▶ AIM OF THE TASK
Please return the records below exactly as they stand, with the pictures removed.

Source records
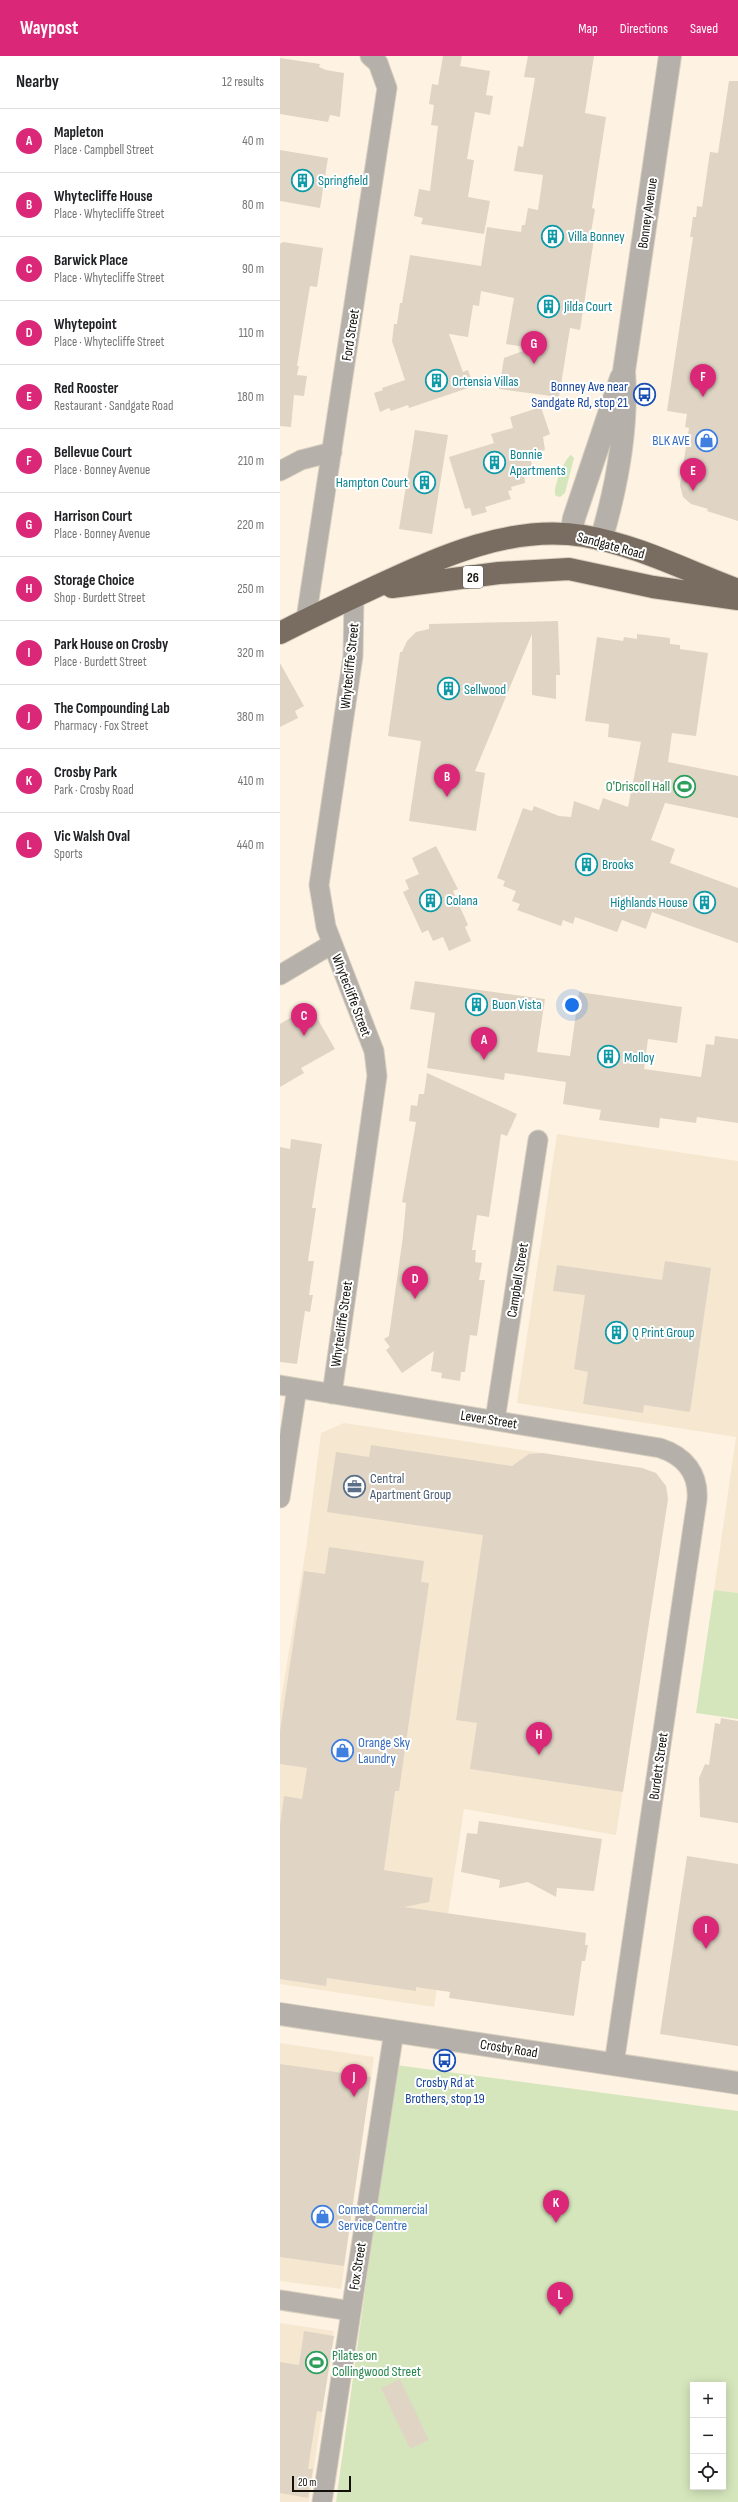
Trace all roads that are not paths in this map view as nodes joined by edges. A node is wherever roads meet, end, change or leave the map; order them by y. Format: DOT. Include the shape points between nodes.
graph roads {
  1 [pos="370,56"];
  2 [pos="670,56"];
  3 [pos="624,371"];
  4 [pos="332,452"];
  5 [pos="280,471"];
  6 [pos="572,534"];
  7 [pos="601,540"];
  8 [pos="569,569"];
  9 [pos="591,573"];
  10 [pos="738,590"];
  11 [pos="360,593"];
  12 [pos="738,599"];
  13 [pos="306,619"];
  14 [pos="280,634"];
  15 [pos="332,944"];
  16 [pos="280,975"];
  17 [pos="538,1140"];
  18 [pos="288,1387"];
  19 [pos="332,1394"];
  20 [pos="495,1420"];
  21 [pos="690,1468"];
  22 [pos="280,1498"];
  23 [pos="280,2014"];
  24 [pos="394,2031"];
  25 [pos="614,2064"];
  26 [pos="738,2083"];
  27 [pos="280,2300"];
  28 [pos="350,2311"];
  29 [pos="322,2502"];
  1 -- 4 [label="street, Ford Street" via="378,63 387,88"];
  2 -- 3 [label="street, Bonney Avenue"];
  3 -- 6 [label="street, Bonney Avenue" via="574,518"];
  3 -- 7 [label="street, Bonney Avenue" via="626,406 622,442"];
  4 -- 5 [label="street" via="301,460"];
  4 -- 13 [label="street, Ford Street"];
  6 -- 7 [label="highway, Sandgate Road / 26"];
  6 -- 8 [label="highway"];
  6 -- 11 [label="highway, Sandgate Road / 26" via="536,533 496,540 433,562"];
  7 -- 9 [label="highway"];
  7 -- 10 [label="highway, Sandgate Road / 26" via="671,562"];
  8 -- 9 [label="highway, Sandgate Road / 26"];
  8 -- 11 [label="highway, Sandgate Road / 26" via="499,573"];
  9 -- 12 [label="highway, Sandgate Road / 26" via="653,587"];
  11 -- 13 [label="highway, Sandgate Road / 26"];
  11 -- 15 [label="street, Whytecliffe Street" via="319,885 322,914"];
  13 -- 14 [label="highway, Sandgate Road / 26"];
  15 -- 16 [label="street"];
  15 -- 19 [label="street, Whytecliffe Street" via="374,1051 376,1076"];
  17 -- 20 [label="street, Campbell Street"];
  18 -- 19 [label="street, Lever Street"];
  18 -- 22 [label="street"];
  19 -- 20 [label="street, Lever Street"];
  20 -- 21 [label="street, Lever Street" via="660,1448 678,1456"];
  21 -- 25 [label="street, Burdett Street" via="696,1479 697,1500"];
  23 -- 24 [label="street, Crosby Road"];
  24 -- 25 [label="street, Crosby Road"];
  24 -- 28 [label="street, Fox Street"];
  25 -- 26 [label="street, Crosby Road"];
  27 -- 28 [label="street"];
  28 -- 29 [label="street, Fox Street"];
}
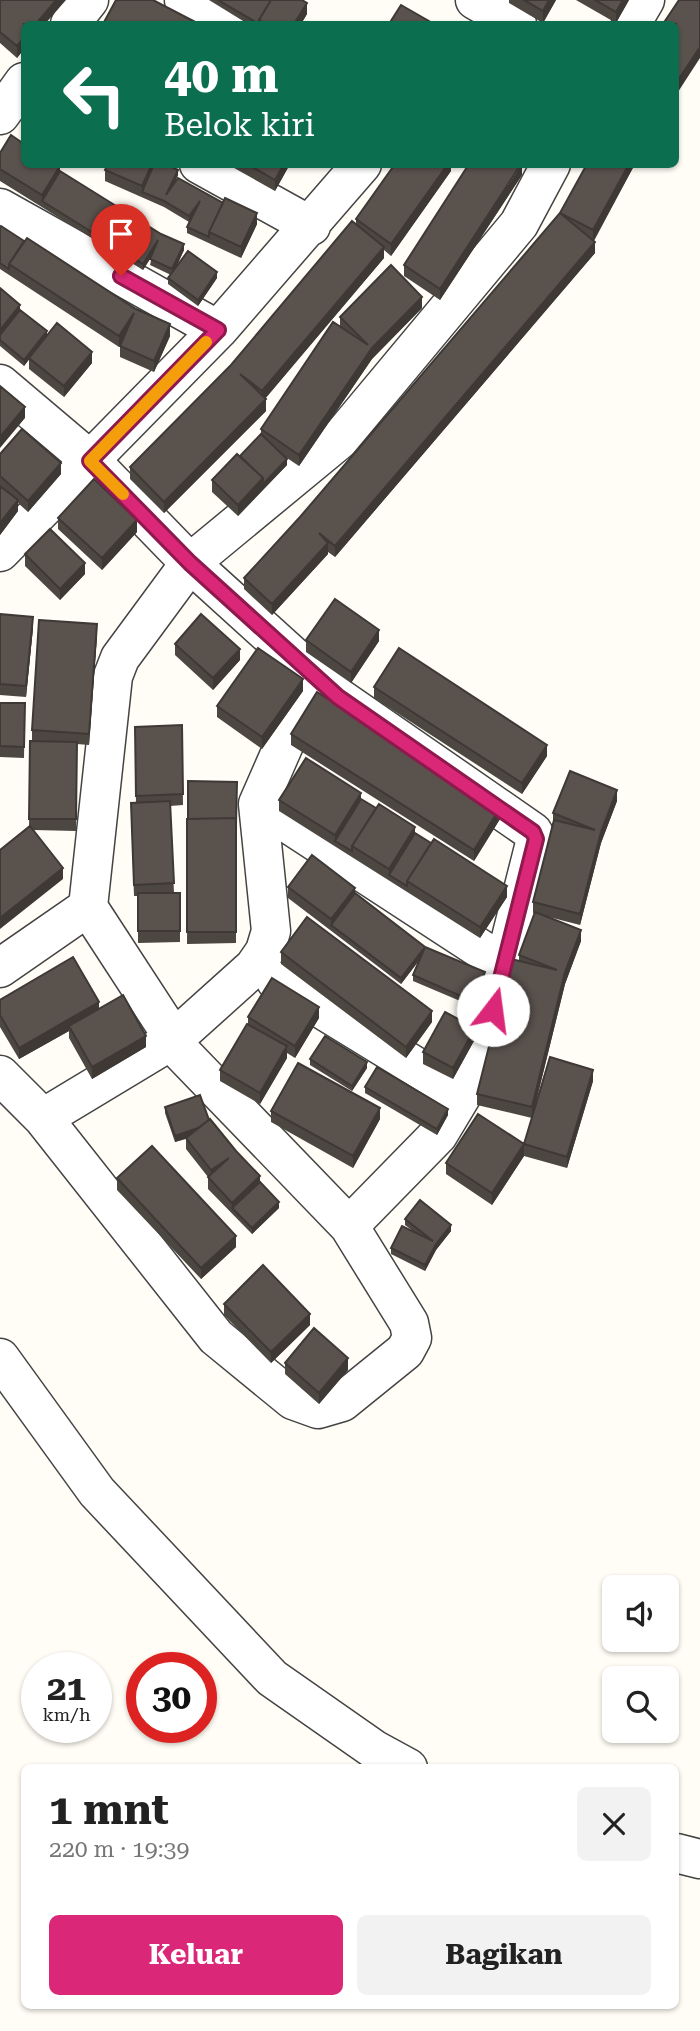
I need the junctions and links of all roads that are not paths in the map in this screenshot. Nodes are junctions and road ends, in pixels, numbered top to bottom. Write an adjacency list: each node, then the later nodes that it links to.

▶ RESPONSE FOR THIS EXERCISE
Trace all roads that are not paths in this map view as nodes joined by edges. A node is wherever roads meet, end, change or leave the map; order them by y. Format: DOT. Include the shape points between nodes.
graph roads {
  1 [pos="370,56"];
  2 [pos="670,56"];
  3 [pos="624,371"];
  4 [pos="332,452"];
  5 [pos="280,471"];
  6 [pos="572,534"];
  7 [pos="601,540"];
  8 [pos="569,569"];
  9 [pos="591,573"];
  10 [pos="738,590"];
  11 [pos="360,593"];
  12 [pos="738,599"];
  13 [pos="306,619"];
  14 [pos="280,634"];
  15 [pos="332,944"];
  16 [pos="280,975"];
  17 [pos="538,1140"];
  18 [pos="288,1387"];
  19 [pos="332,1394"];
  20 [pos="495,1420"];
  21 [pos="690,1468"];
  22 [pos="280,1498"];
  23 [pos="280,2014"];
  24 [pos="394,2031"];
  25 [pos="614,2064"];
  26 [pos="738,2083"];
  27 [pos="280,2300"];
  28 [pos="350,2311"];
  29 [pos="322,2502"];
  1 -- 4 [label="street, Ford Street" via="378,63 387,88"];
  2 -- 3 [label="street, Bonney Avenue"];
  3 -- 6 [label="street, Bonney Avenue" via="574,518"];
  3 -- 7 [label="street, Bonney Avenue" via="626,406 622,442"];
  4 -- 5 [label="street" via="301,460"];
  4 -- 13 [label="street, Ford Street"];
  6 -- 7 [label="highway, Sandgate Road / 26"];
  6 -- 8 [label="highway"];
  6 -- 11 [label="highway, Sandgate Road / 26" via="536,533 496,540 433,562"];
  7 -- 9 [label="highway"];
  7 -- 10 [label="highway, Sandgate Road / 26" via="671,562"];
  8 -- 9 [label="highway, Sandgate Road / 26"];
  8 -- 11 [label="highway, Sandgate Road / 26" via="499,573"];
  9 -- 12 [label="highway, Sandgate Road / 26" via="653,587"];
  11 -- 13 [label="highway, Sandgate Road / 26"];
  11 -- 15 [label="street, Whytecliffe Street" via="319,885 322,914"];
  13 -- 14 [label="highway, Sandgate Road / 26"];
  15 -- 16 [label="street"];
  15 -- 19 [label="street, Whytecliffe Street" via="374,1051 376,1076"];
  17 -- 20 [label="street, Campbell Street"];
  18 -- 19 [label="street, Lever Street"];
  18 -- 22 [label="street"];
  19 -- 20 [label="street, Lever Street"];
  20 -- 21 [label="street, Lever Street" via="660,1448 678,1456"];
  21 -- 25 [label="street, Burdett Street" via="696,1479 697,1500"];
  23 -- 24 [label="street, Crosby Road"];
  24 -- 25 [label="street, Crosby Road"];
  24 -- 28 [label="street, Fox Street"];
  25 -- 26 [label="street, Crosby Road"];
  27 -- 28 [label="street"];
  28 -- 29 [label="street, Fox Street"];
}
I need the junctions and links of all roads that are not paths in the map in this screenshot. Nodes are junctions and road ends, in pixels, numbered top to bottom. Write an adjacency list: each node, then the later nodes that it links to.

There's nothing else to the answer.